◆テニス ▽木下グループ・ジャパン・オープン第6日(29日、東京・有明コロシアムおよび有明テニスの森公園)

 7日に閉幕した全米の車いすテニスで、シングルス史上3人目の生涯ゴールデンスラム(4大大会全制覇とパラリンピック金メダル)の快挙を達成した世界王者の小田凱人(東海理化)が、圧倒的な完封劇で優勝だ。世界ランキング21位で第2シードの荒井大輔(BNPパリバ)に6-0、6-0の59分で大会3連覇を飾った。

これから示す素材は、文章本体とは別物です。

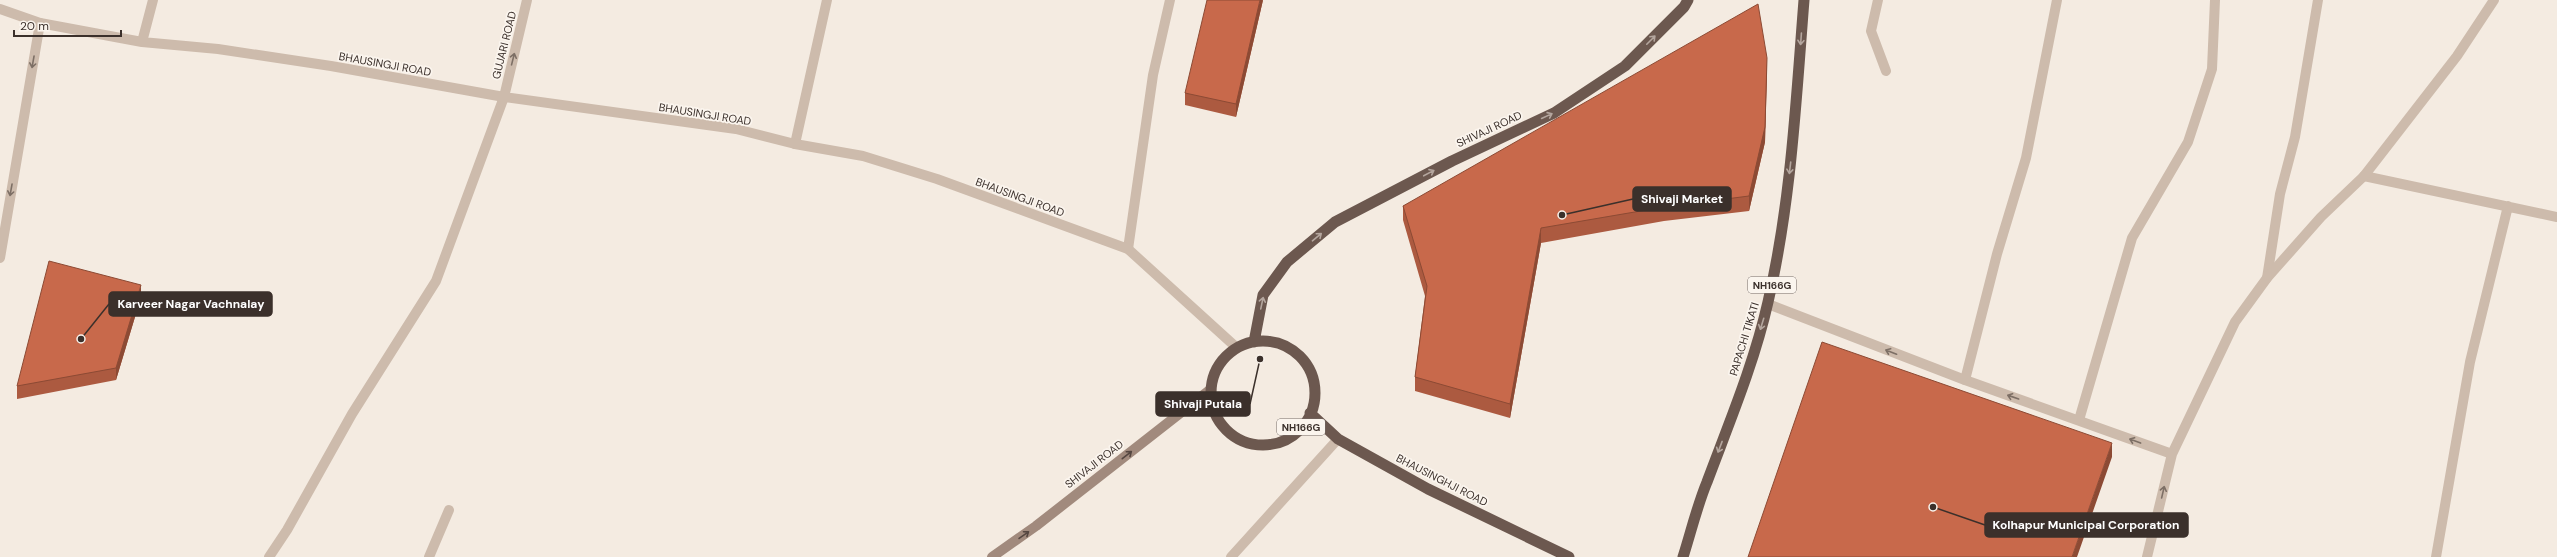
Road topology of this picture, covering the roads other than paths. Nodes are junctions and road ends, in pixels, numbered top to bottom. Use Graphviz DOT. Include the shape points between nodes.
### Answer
graph roads {
  1 [pos="153,0"];
  2 [pos="527,0"];
  3 [pos="828,0"];
  4 [pos="1170,0"];
  5 [pos="1688,0"];
  6 [pos="1804,0"];
  7 [pos="1878,0"];
  8 [pos="2057,0"];
  9 [pos="2215,0"];
  10 [pos="2318,0"];
  11 [pos="2494,0"];
  12 [pos="0,9"];
  13 [pos="40,23"];
  14 [pos="142,42"];
  15 [pos="1886,71"];
  16 [pos="504,97"];
  17 [pos="795,144"];
  18 [pos="2364,176"];
  19 [pos="2508,206"];
  20 [pos="2557,217"];
  21 [pos="1128,249"];
  22 [pos="0,258"];
  23 [pos="2267,278"];
  24 [pos="1768,304"];
  25 [pos="1254,342"];
  26 [pos="1237,348"];
  27 [pos="1965,380"];
  28 [pos="1211,390"];
  29 [pos="1310,413"];
  30 [pos="2079,420"];
  31 [pos="1338,439"];
  32 [pos="2172,454"];
  33 [pos="449,510"];
  34 [pos="269,557"];
  35 [pos="429,557"];
  36 [pos="992,557"];
  37 [pos="1231,557"];
  38 [pos="1569,557"];
  39 [pos="1683,557"];
  40 [pos="2147,557"];
  41 [pos="2436,557"];
  1 -- 14 [label="street"];
  16 -- 2 [label="street, GUJARI ROAD, one-way"];
  3 -- 17 [label="street"];
  4 -- 21 [label="street" via="1153,75"];
  25 -- 5 [label="highway, SHIVAJI ROAD, one-way" via="1263,295 1287,262 1335,222 1452,161 1554,113 1625,66 1684,8"];
  6 -- 24 [label="highway, PAPACHI TIKATI / NH166G, one-way" via="1782,235"];
  7 -- 15 [label="street" via="1871,31"];
  8 -- 27 [label="street" via="2026,158"];
  9 -- 30 [label="street" via="2212,69 2188,142 2132,238"];
  10 -- 23 [label="street" via="2295,137 2280,194"];
  11 -- 18 [label="street" via="2457,56"];
  12 -- 13 [label="street, BHAUSINGJI ROAD"];
  13 -- 14 [label="street, BHAUSINGJI ROAD"];
  13 -- 22 [label="street, one-way"];
  14 -- 16 [label="street, BHAUSINGJI ROAD" via="218,49"];
  16 -- 17 [label="street, BHAUSINGJI ROAD" via="736,129"];
  16 -- 34 [label="street, GUJARI ROAD" via="436,281 352,414 287,530"];
  17 -- 21 [label="street, BHAUSINGJI ROAD" via="863,156 937,179"];
  18 -- 19 [label="street"];
  18 -- 23 [label="street" via="2321,217"];
  19 -- 20 [label="street"];
  19 -- 41 [label="street" via="2470,362"];
  21 -- 26 [label="street, BHAUSINGJI ROAD"];
  23 -- 32 [label="street" via="2234,322"];
  27 -- 24 [label="street, one-way"];
  24 -- 39 [label="highway, PAPACHI TIKATI / NH166G, one-way" via="1739,400 1706,484"];
  25 -- 26 [label="highway, NH166G"];
  25 -- 29 [label="highway, NH166G" via="1287,346 1300,356 1310,371 1315,387 1314,404"];
  26 -- 28 [label="highway, NH166G" via="1224,358 1215,373"];
  30 -- 27 [label="street, one-way"];
  28 -- 29 [label="highway, NH166G" via="1213,407 1220,422 1232,435 1247,442 1264,445 1281,442 1296,433"];
  36 -- 28 [label="main road, SHIVAJI ROAD, one-way"];
  29 -- 31 [label="highway, BHAUSINGHJI ROAD / NH166G"];
  32 -- 30 [label="street, one-way"];
  31 -- 37 [label="street"];
  31 -- 38 [label="highway, BHAUSINGHJI ROAD / NH166G" via="1428,489"];
  40 -- 32 [label="street, one-way"];
  33 -- 35 [label="street"];
}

 今大会初めての有明コロシアムでの試合で、観客に「足を運んでいただいた皆さん、(車いすテニスは)どうですか?」と問いかけた。そして「1番かっこいいスポーツだと思う。かっこいいっすよね!」と、多くの観客に賛同を求めた。

 圧巻のテニスだった。第2セットの第5ゲーム。自分のサービスゲームで2本のブレイク・ポイントを握られたがキープ。その瞬間、この日、唯一の「カモーン!」と雄たけびを上げ、絶対に1ゲームも落とさないという並々ならぬ完封劇への執念を見せた。

 スタートから、観客の度肝を抜いた。第1ポイントから13ポイントを連取し、3ゲームを怒とうの勢いで奪った。「せっかくなので、やれる分までやっちゃおう。1番強い姿を見せたい」と、最初から先輩の荒井を圧倒した。

 1回戦、準決勝、決勝と、すべて1時間以内で試合を終え、3試合で落としたゲーム数は合計たったの「1」。

過去シングルスで史上3人しか達成していない生涯ゴールデンスラムのレベルの違いを見せつけた。「これから、10年、20年見守っていただけるように、もっと強くなる」。これ以上の強さは、空恐ろしいほどだ。